L'idée de créer une troisième filière d'agents pénitentiaires spécialisée dans les missions extérieures est séduisante, d’autant que les exemples étrangers abondent (voir infra). Cette proposition repose sur un constat : les missions d'extraction et de transfèrement exigent des compétences spécifiques qui diffèrent substantiellement de celles requises pour la surveillance en établissement ou pour l'insertion et la probation. Les agents des ESP sont amenés à opérer en milieu ouvert, sur la voie publique, dans des environnements imprévisibles et potentiellement hostiles, dans des conditions qui se rapprochent davantage de celles des forces de sécurité intérieure que de celles du surveillant en établissement. Ils doivent maîtriser l'armement, les techniques d'intervention, la conduite de véhicules sécurisés, la gestion de crises en milieu ouvert et la coordination avec les FSI.

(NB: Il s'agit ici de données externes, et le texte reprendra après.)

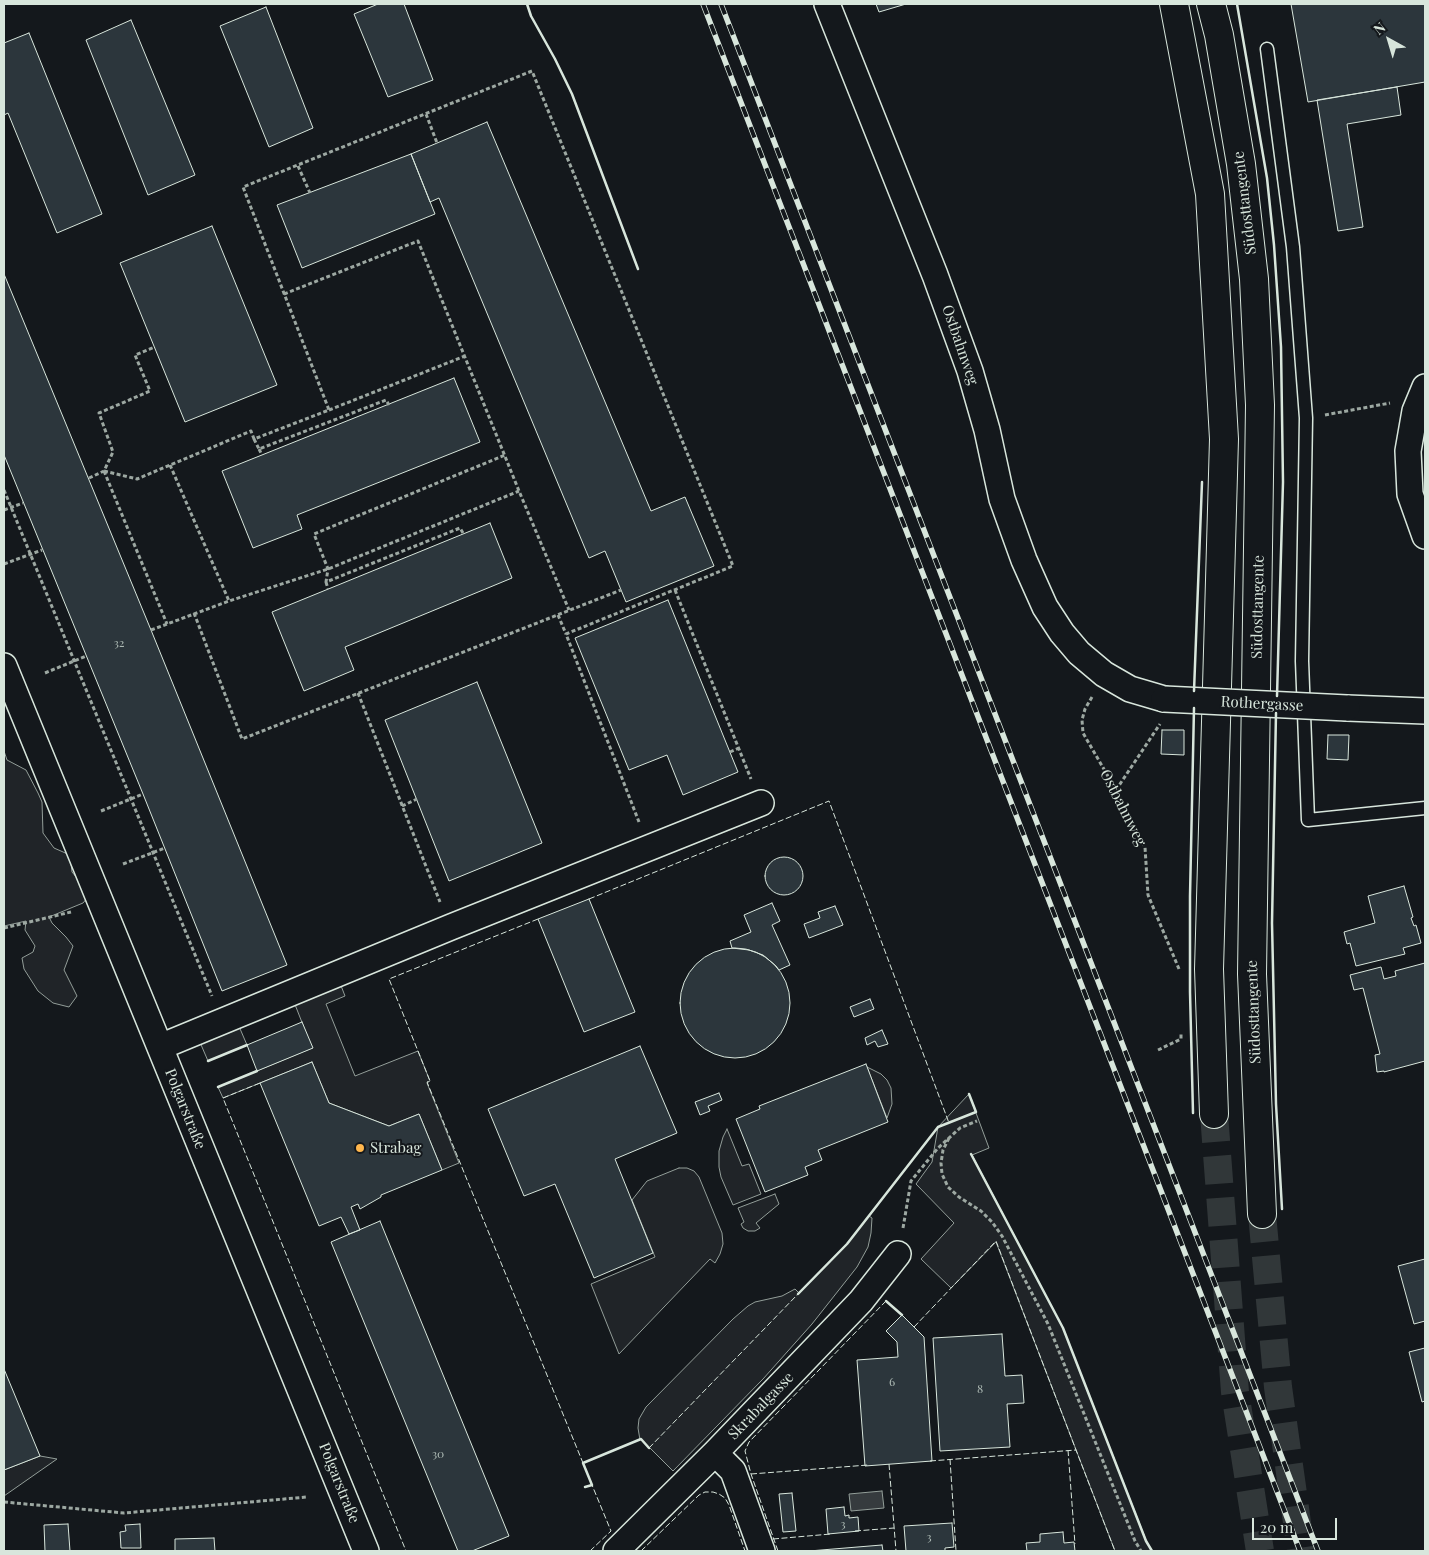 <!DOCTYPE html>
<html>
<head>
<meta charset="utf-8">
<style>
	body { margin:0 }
	#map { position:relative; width:1429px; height:1555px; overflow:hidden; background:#14181c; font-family:"Playfair Display",serif }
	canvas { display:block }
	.frame { position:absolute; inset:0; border:5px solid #d8e6dc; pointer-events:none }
	.north { position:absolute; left:1364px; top:15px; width:50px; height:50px; -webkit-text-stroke:4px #14181c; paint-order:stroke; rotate:321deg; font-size:14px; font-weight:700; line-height:20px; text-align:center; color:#d8e6dc }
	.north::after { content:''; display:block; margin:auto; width:18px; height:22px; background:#d8e6dc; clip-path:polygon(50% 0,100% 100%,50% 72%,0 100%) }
	.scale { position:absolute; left:1252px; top:1518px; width:85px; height:22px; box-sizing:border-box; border:2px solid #d8e6dc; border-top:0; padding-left:6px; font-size:15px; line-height:18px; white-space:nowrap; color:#d8e6dc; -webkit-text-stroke:4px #14181c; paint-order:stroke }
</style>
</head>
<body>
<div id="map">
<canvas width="1429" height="1555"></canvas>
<div class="frame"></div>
<div class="north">N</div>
<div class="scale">20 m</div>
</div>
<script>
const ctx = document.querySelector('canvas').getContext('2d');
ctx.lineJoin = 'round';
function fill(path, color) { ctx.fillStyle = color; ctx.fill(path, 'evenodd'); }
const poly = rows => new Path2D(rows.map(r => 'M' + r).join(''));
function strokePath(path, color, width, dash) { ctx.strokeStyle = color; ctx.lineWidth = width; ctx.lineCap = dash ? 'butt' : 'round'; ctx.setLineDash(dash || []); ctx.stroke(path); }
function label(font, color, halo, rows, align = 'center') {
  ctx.font = font + ' "Playfair Display",serif'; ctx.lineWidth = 4; ctx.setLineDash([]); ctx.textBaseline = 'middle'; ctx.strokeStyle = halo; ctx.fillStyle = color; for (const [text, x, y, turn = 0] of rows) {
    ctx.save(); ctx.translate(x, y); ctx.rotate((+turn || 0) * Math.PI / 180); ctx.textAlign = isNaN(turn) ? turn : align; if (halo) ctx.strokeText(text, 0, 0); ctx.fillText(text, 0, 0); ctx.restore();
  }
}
const green = poly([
	[4,751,7,760,26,770,38,793,42,802,43,833,54,848,70,855,72,872,77,878,86,877,93,891,83,903,49,917,52,923,66,937,73,946,64,970,77,996,69,1007,53,1003,38,991,24,969,22,958,33,952,35,946,25,930,26,921,4,926,4,751],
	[340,983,345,996,326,1004,355,1076,418,1051,430,1081,427,1083,459,1163,442,1170,419,1114,389,1126,329,1103,312,1062,223,1098,218,1087,312,1048,294,1002,340,983],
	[238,1024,247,1045,208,1061,199,1040,238,1024],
	[867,1067,881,1074,887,1080,891,1088,892,1104,887,1118,867,1067],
	[969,1094,989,1148,972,1155,1063,1328,1146,1540,1152,1551,1115,1551,996,1242,951,1288,921,1259,954,1223,916,1184,932,1162,938,1127,969,1094],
	[727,1129,742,1166,749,1164,761,1194,733,1205,721,1177,719,1167,719,1151,723,1137,727,1129],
	[679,1168,687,1168,694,1171,699,1177,722,1233,723,1244,720,1254,715,1263,710,1259,619,1354,591,1284,655,1257,632,1200,647,1181,679,1168],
	[775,1194,779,1204,756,1223,760,1228,755,1231,748,1231,743,1228,741,1224,744,1222,738,1208,775,1194],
	[869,1216,872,1218,871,1233,868,1247,857,1267,812,1324,763,1379,673,1471,641,1439,640,1440,638,1428,639,1419,646,1407,733,1319,748,1306,755,1302,782,1296,795,1289,799,1293,847,1244,869,1216],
	[40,1456,57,1459,4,1496,4,1470,40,1456]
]);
const water = poly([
	[882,1491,884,1508,851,1511,849,1494,882,1491]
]);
const building = poly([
	[378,4,404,4,433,80,388,97,354,14,378,4],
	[876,4,906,4,879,12,876,4],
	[1291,4,1425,4,1425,82,1308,102,1291,4],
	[266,7,313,128,269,147,220,26,266,7],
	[131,20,195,175,148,195,86,40,131,20],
	[29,33,102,214,57,233,8,113,4,115,4,43,29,33],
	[1397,87,1401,115,1347,124,1363,227,1338,231,1317,100,1397,87],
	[487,122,651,511,685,497,714,566,626,602,605,551,589,558,439,198,430,202,411,154,487,122],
	[411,154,435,214,302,268,277,205,411,154],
	[212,226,277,385,185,422,120,263,212,226],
	[4,274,151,630,287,965,222,991,143,794,4,455,4,274],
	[454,378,480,442,297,515,302,529,253,548,222,471,454,378],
	[490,523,512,578,345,647,354,670,304,691,272,612,490,523],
	[668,600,738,772,683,795,667,755,629,770,575,638,668,600],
	[477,682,542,843,449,881,385,720,477,682],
	[1162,730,1184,730,1184,755,1161,754,1162,730],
	[1328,735,1349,735,1348,760,1327,759,1328,735],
	'765 876a19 19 0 1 1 38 0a19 19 0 1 1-38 0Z',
	[1404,886,1413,917,1411,918,1414,926,1416,925,1421,943,1403,948,1405,954,1356,966,1350,943,1347,944,1344,932,1375,923,1368,896,1404,886],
	[589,899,635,1012,584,1032,538,919,589,899],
	[772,903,780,921,772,925,790,965,779,970,776,966,763,955,749,950,732,948,730,941,751,932,744,915,772,903],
	[835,906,843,925,809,938,804,924,820,918,818,912,835,906],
	'680 1003a55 55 0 1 1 110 0a55 55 0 1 1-110 0Z',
	[1425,963,1425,1061,1384,1072,1384,1071,1377,1072,1375,1055,1380,1054,1363,988,1354,990,1350,975,1381,967,1384,979,1396,976,1395,971,1425,963],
	[870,999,874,1009,854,1017,850,1007,870,999],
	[302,1022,313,1048,257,1071,247,1045,302,1022],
	[882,1030,888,1044,878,1047,875,1041,867,1045,865,1038,882,1030],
	[640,1046,677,1133,615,1159,653,1253,594,1278,555,1184,524,1196,488,1109,640,1046],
	[312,1062,329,1103,389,1126,419,1114,442,1170,381,1195,381,1197,360,1209,358,1204,351,1207,360,1230,349,1234,341,1217,319,1226,260,1083,312,1062],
	[866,1064,888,1122,818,1150,822,1160,805,1167,808,1175,765,1192,736,1119,760,1109,759,1106,866,1064],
	[719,1093,722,1100,708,1106,710,1111,700,1115,695,1102,719,1093],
	[380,1221,509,1536,472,1551,458,1551,331,1242,380,1221],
	[1425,1259,1425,1321,1414,1324,1398,1266,1425,1259],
	[902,1315,924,1337,932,1461,865,1466,857,1360,898,1357,897,1342,886,1331,902,1315],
	[1002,1334,1005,1376,1022,1375,1024,1403,1007,1404,1010,1447,940,1451,933,1338,1002,1334],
	[1425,1348,1425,1401,1422,1402,1409,1352,1425,1348],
	[4,1369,40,1456,4,1470,4,1369],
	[792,1493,796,1531,783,1532,779,1494,792,1493],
	[844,1507,845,1516,849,1515,849,1518,858,1517,859,1531,828,1534,826,1509,844,1507],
	[952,1523,954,1547,945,1548,945,1551,906,1551,904,1526,952,1523],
	[68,1524,70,1551,45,1551,44,1525,68,1524],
	[140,1524,141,1548,121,1548,120,1532,126,1531,125,1525,140,1524],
	[1063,1532,1064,1543,1074,1542,1075,1551,1027,1551,1026,1543,1040,1542,1040,1534,1063,1532],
	[214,1538,215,1551,175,1551,175,1539,214,1538],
	[882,1545,883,1551,809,1551,882,1545]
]);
const motorwayTunnel = poly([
	[1214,1114,1235,1392,1260,1551],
	[1262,1214,1278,1387,1301,1551]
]);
const path = poly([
	[426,114,437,143],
	[298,166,310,193],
	[284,294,418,241,519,491,569,610],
	[329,410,465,356],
	[1325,415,1390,403],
	[254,439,259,449,386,400,389,405],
	[259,449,262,455],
	[170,465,229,601],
	[104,471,137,479,251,431,254,439,329,410,243,187,532,71,733,566,566,634,639,822],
	[104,471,167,624],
	[89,478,104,471,113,452,99,413,150,391,135,355,155,347],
	[4,490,212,996],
	[4,510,23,503],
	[463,533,460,528,326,582,328,569,314,534,505,455],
	[4,564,42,550],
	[326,582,328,589],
	[675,590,751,779],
	[194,613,242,739,621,590],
	[558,615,566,634],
	[151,630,229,601,328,569,519,491],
	[45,673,86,656],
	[358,693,440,902],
	[1092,697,1085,709,1082,720,1083,733,1116,790,1145,847,1148,895,1179,969],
	[730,752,739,748],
	[1116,790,1160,724],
	[402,806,417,799],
	[101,811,143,794],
	[123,864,165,848],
	[4,928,71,912],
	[1158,1050,1181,1039,1181,1032],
	[949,1138,943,1150,941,1163,942,1174,948,1187,959,1197,981,1211,992,1222,1002,1236,1048,1324,1135,1541,1141,1551],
	[903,1228,911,1181,938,1148,960,1128,977,1121],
	[4,1502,124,1513,307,1497]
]);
const service = poly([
	[1267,49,1293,247,1306,418,1302,661,1308,820,1425,808]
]);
const minor = poly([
	[827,4,935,275,970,371,987,430,1002,499,1024,560,1045,607,1062,633,1079,653,1104,674,1130,689,1164,699],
	[1425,387,1415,411,1408,451,1410,494,1425,536],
	[4,666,366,1551],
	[1347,708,1425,711],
	[160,1047,451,927,761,803],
	[715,1453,733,1471,762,1551],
	[616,1551,715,1453,861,1301,898,1254]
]);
const motorway = poly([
	[1174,4,1210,194,1224,439,1209,969,1214,1114],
	[1211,4,1219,35,1241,164,1254,279,1260,405,1252,974,1262,1214]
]);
const rail = poly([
	[703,4,1300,1551],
	[721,4,1318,1551]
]);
const minorBridge = poly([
	[1164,699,1347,708]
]);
const fence = poly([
	[4,4,9,4],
	[589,899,829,801,949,1123],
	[538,919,389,979,430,1081,427,1082,583,1463],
	[260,1083,223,1098,406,1551],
	[914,1327,996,1241,1076,1450],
	[649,1448,798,1294],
	[1068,1450,1075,1544],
	[950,1459,956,1551],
	[930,1461,1076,1450,1115,1551],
	[889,1464,896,1551],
	[751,1474,868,1465],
	[855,1531,894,1528],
	[773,1539,831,1534],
	[590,1551,611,1531,592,1485],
	[641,1551,699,1495,705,1492,713,1492,719,1494,725,1498,729,1505,745,1551],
	[778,1551,751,1474,745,1451,749,1442,886,1301]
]);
const wall = poly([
	[527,4,531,16,555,59,572,94,638,269],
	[1237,4,1267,178,1274,245,1281,347,1283,482,1277,696],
	[1194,691,1202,482],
	[1276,713,1272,923,1276,1104,1282,1209],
	[208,1061,247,1045],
	[218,1087,257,1071],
	[1193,1113,1190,992,1190,896,1194,708],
	[971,1154,1063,1328,1146,1541,1152,1551],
	[798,1294,847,1244,938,1127,976,1112,969,1094],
	[886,1301,902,1315],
	[585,1487,592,1485,583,1463,641,1439,649,1448]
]);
const markers = [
	[360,1148,5,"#ffb74d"]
];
const numberNames = [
	["32",119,643],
	["6",892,1382],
	["8",980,1389],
	["30",438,1454],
	["3",843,1524],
	["3",929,1537]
];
const streetNames = [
	["Südosttangente",1245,203,-97],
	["Ostbahnweg",960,345,71],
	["Südosttangente",1258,607,-89],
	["Rothergasse",1262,704,3],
	["Ostbahnweg",1123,808,63],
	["Südosttangente",1254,1012,-92],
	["Polgarstraße",185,1109,68],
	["Skrabalgasse",761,1406,-46],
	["Polgarstraße",339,1483,68]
];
const poiNames = [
	["Strabag",370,1148]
];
fill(green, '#202428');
strokePath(green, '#939e99', 1);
fill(water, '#363b3e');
strokePath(water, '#939e99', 1);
fill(building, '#2c363c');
strokePath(building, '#d8e6dc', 1);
strokePath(motorwayTunnel, '#313739', 28, [28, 14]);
strokePath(service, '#d8e6dc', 15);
strokePath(minor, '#d8e6dc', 28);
strokePath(motorway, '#d8e6dc', 30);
strokePath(path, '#9da8a2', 3, [4, 2.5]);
strokePath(service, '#14181c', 12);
strokePath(minor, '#14181c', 25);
strokePath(motorway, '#14181c', 28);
strokePath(rail, '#d8e6dc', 5.5);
strokePath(rail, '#14181c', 4, [11]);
strokePath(minorBridge, '#d8e6dc', 28, []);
strokePath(minorBridge, '#14181c', 25);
strokePath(fence, '#d8e6dc', 1, [6, 2.5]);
strokePath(wall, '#d8e6dc', 2.5);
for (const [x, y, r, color] of markers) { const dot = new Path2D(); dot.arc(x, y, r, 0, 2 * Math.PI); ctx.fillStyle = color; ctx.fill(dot); strokePath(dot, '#14181c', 2); }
label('12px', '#adbab4', null, numberNames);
label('15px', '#d8e6dc', '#14181c', streetNames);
label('15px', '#d8e6dc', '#14181c', poiNames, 'left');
</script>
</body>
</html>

Actuellement, l'administration pénitentiaire repose sur deux filières principales : la filière de surveillance, qui assure la garde des détenus en établissement, et la filière d'insertion et de probation, chargée du suivi des peines et de la réinsertion. Les agents affectés aux missions extérieures appartiennent administrativement à la filière de surveillance, mais leurs missions, leurs compétences et leurs conditions d'exercice s'en éloignent de plus en plus. Cette situation crée une tension structurelle : les agents sont formés et pensés pour la surveillance en établissement, mais affectés à des missions qui relèvent d'une tout autre logique opérationnelle.
Les arguments en faveur d’une filière spécialisée :
Professionnalisation et spécialisation opérationnelle
La création d'une filière dédiée permettrait de définir un référentiel de compétences spécifique aux missions extérieures, englobant la maîtrise des armes longues et de poing, les techniques d'escorte à risque, la conduite de véhicules blindés, la coordination interarmes avec les FSI, la gestion des situations de crise en milieu ouvert, et l'analyse des risques liés aux profils de dangerosité. Les agents bénéficieraient d'une formation initiale et continue adaptée, évitant la situation actuelle où les personnels sont formés pour la surveillance en établissement, puis projetés sur des missions extérieures sans préparation spécifique suffisante.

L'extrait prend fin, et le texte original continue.